TASK TO COMPLETE => Leaving out all images, return the entries below exactly.

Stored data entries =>

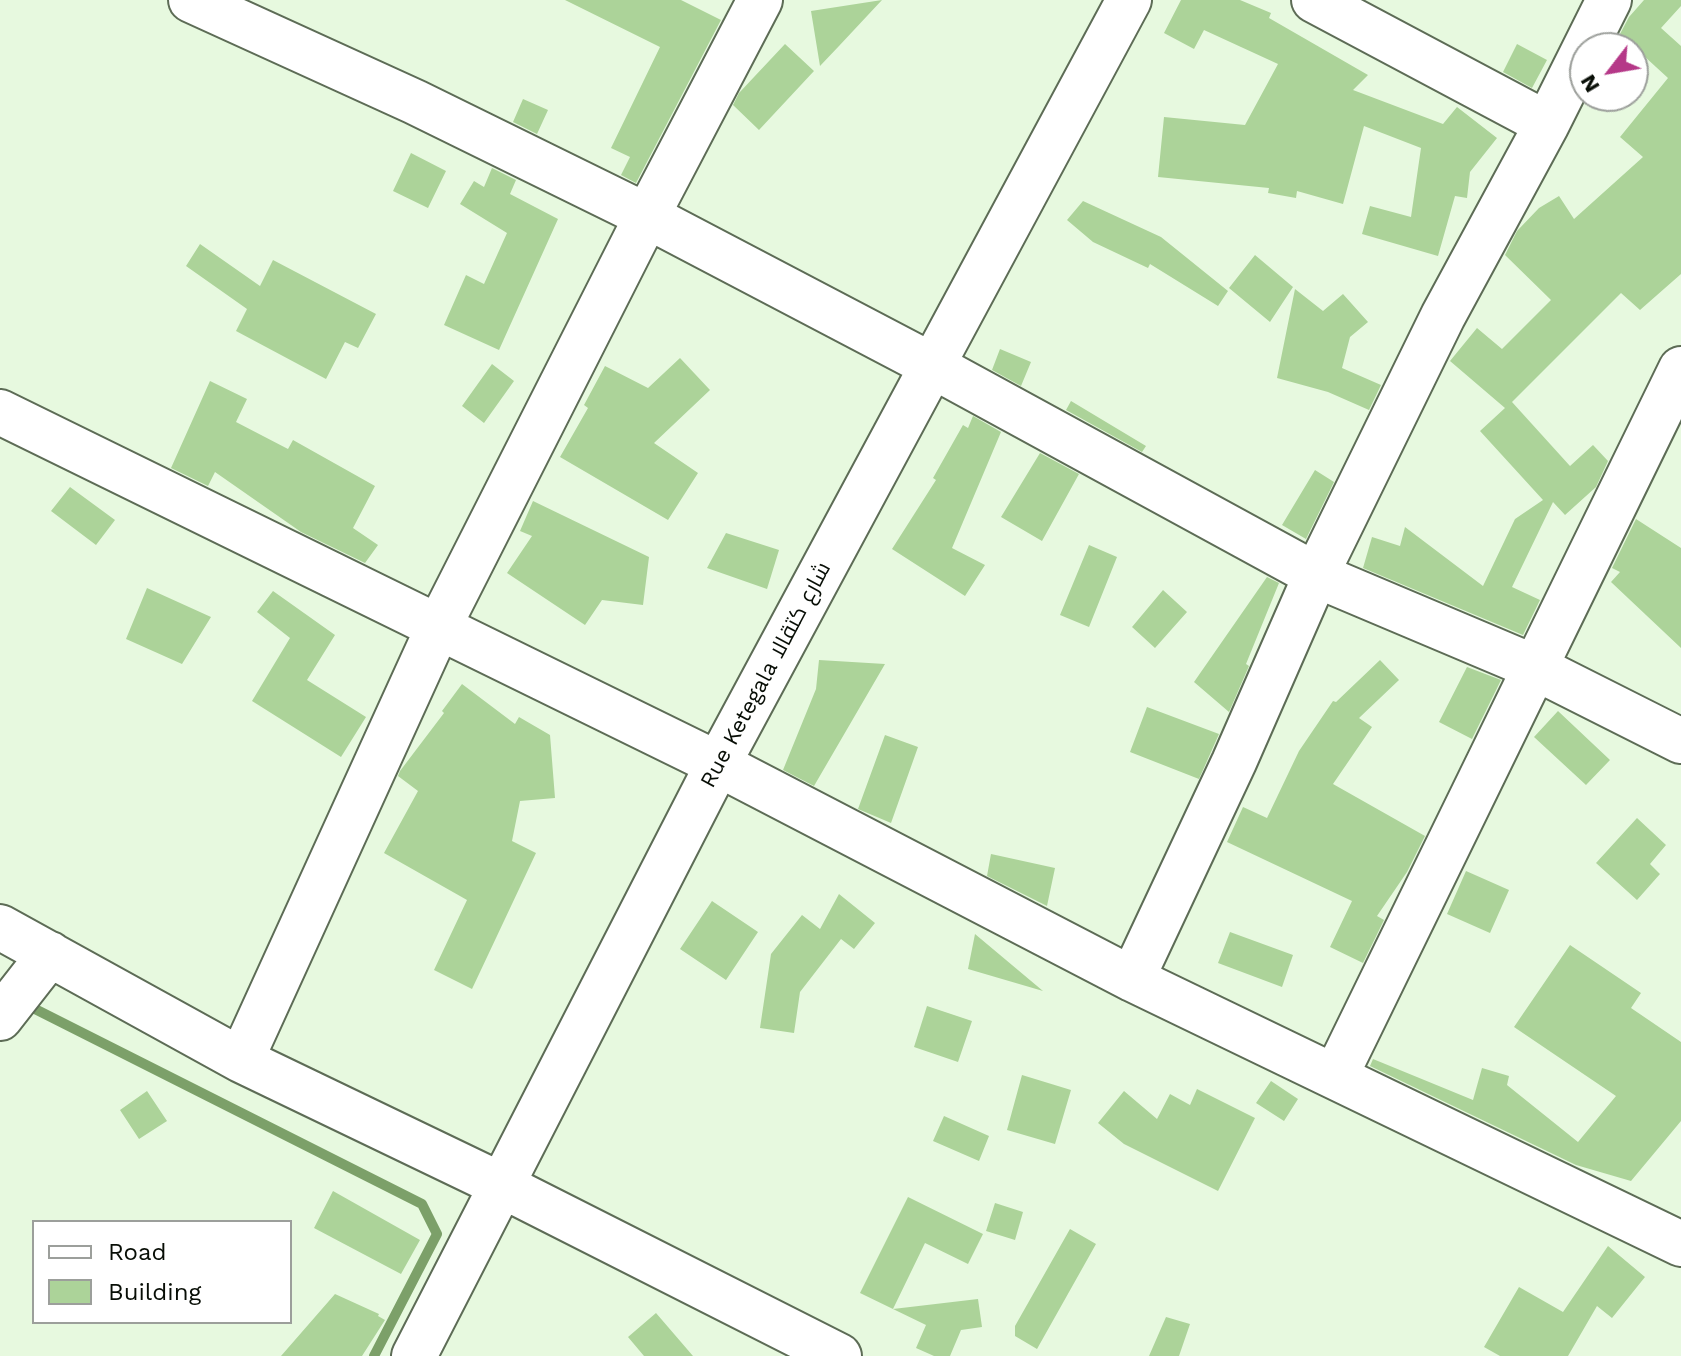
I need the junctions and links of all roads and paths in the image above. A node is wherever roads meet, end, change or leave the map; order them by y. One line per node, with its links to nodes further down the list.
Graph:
1 (191, 0): 7 (street)
2 (760, 0): 7 (street)
3 (1129, 0): 8 (street, Rue Ketegala شارع كتقالا)
4 (1314, 0): 6 (street)
5 (1609, 0): 6 (street)
6 (1547, 124): 11 (street)
7 (647, 216): 8 (street); 12 (street)
8 (931, 365): 11 (street); 15 (street, Rue Ketegala شارع كتقالا)
9 (1681, 369): 13 (street)
10 (0, 412): 12 (street)
11 (1316, 575): 13 (street); 18 (street)
12 (438, 628): 15 (street); 20 (street)
13 (1534, 667): 14 (street); 21 (street)
14 (1681, 741)
15 (718, 764): 18 (street); 22 (street, Rue Ketegala شارع كتقالا)
16 (0, 927): 17 (street)
17 (50, 954): 19 (street); 20 (street)
18 (1132, 979): 21 (street)
19 (0, 1018)
20 (241, 1060): 22 (street)
21 (1336, 1075): 23 (street)
22 (501, 1185): 24 (street, Rue Ketegala شارع كتقالا); 25 (street)
23 (1681, 1244)
24 (414, 1356)
25 (839, 1356)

ANSWER BOX =>
I need the junctions and links of all roads and paths in the image above. A node is wherever roads meet, end, change or leave the map; order them by y. One line per node, with its links to nodes further down the list.
Graph:
1 (191, 0): 7 (street)
2 (760, 0): 7 (street)
3 (1129, 0): 8 (street, Rue Ketegala شارع كتقالا)
4 (1314, 0): 6 (street)
5 (1609, 0): 6 (street)
6 (1547, 124): 11 (street)
7 (647, 216): 8 (street); 12 (street)
8 (931, 365): 11 (street); 15 (street, Rue Ketegala شارع كتقالا)
9 (1681, 369): 13 (street)
10 (0, 412): 12 (street)
11 (1316, 575): 13 (street); 18 (street)
12 (438, 628): 15 (street); 20 (street)
13 (1534, 667): 14 (street); 21 (street)
14 (1681, 741)
15 (718, 764): 18 (street); 22 (street, Rue Ketegala شارع كتقالا)
16 (0, 927): 17 (street)
17 (50, 954): 19 (street); 20 (street)
18 (1132, 979): 21 (street)
19 (0, 1018)
20 (241, 1060): 22 (street)
21 (1336, 1075): 23 (street)
22 (501, 1185): 24 (street, Rue Ketegala شارع كتقالا); 25 (street)
23 (1681, 1244)
24 (414, 1356)
25 (839, 1356)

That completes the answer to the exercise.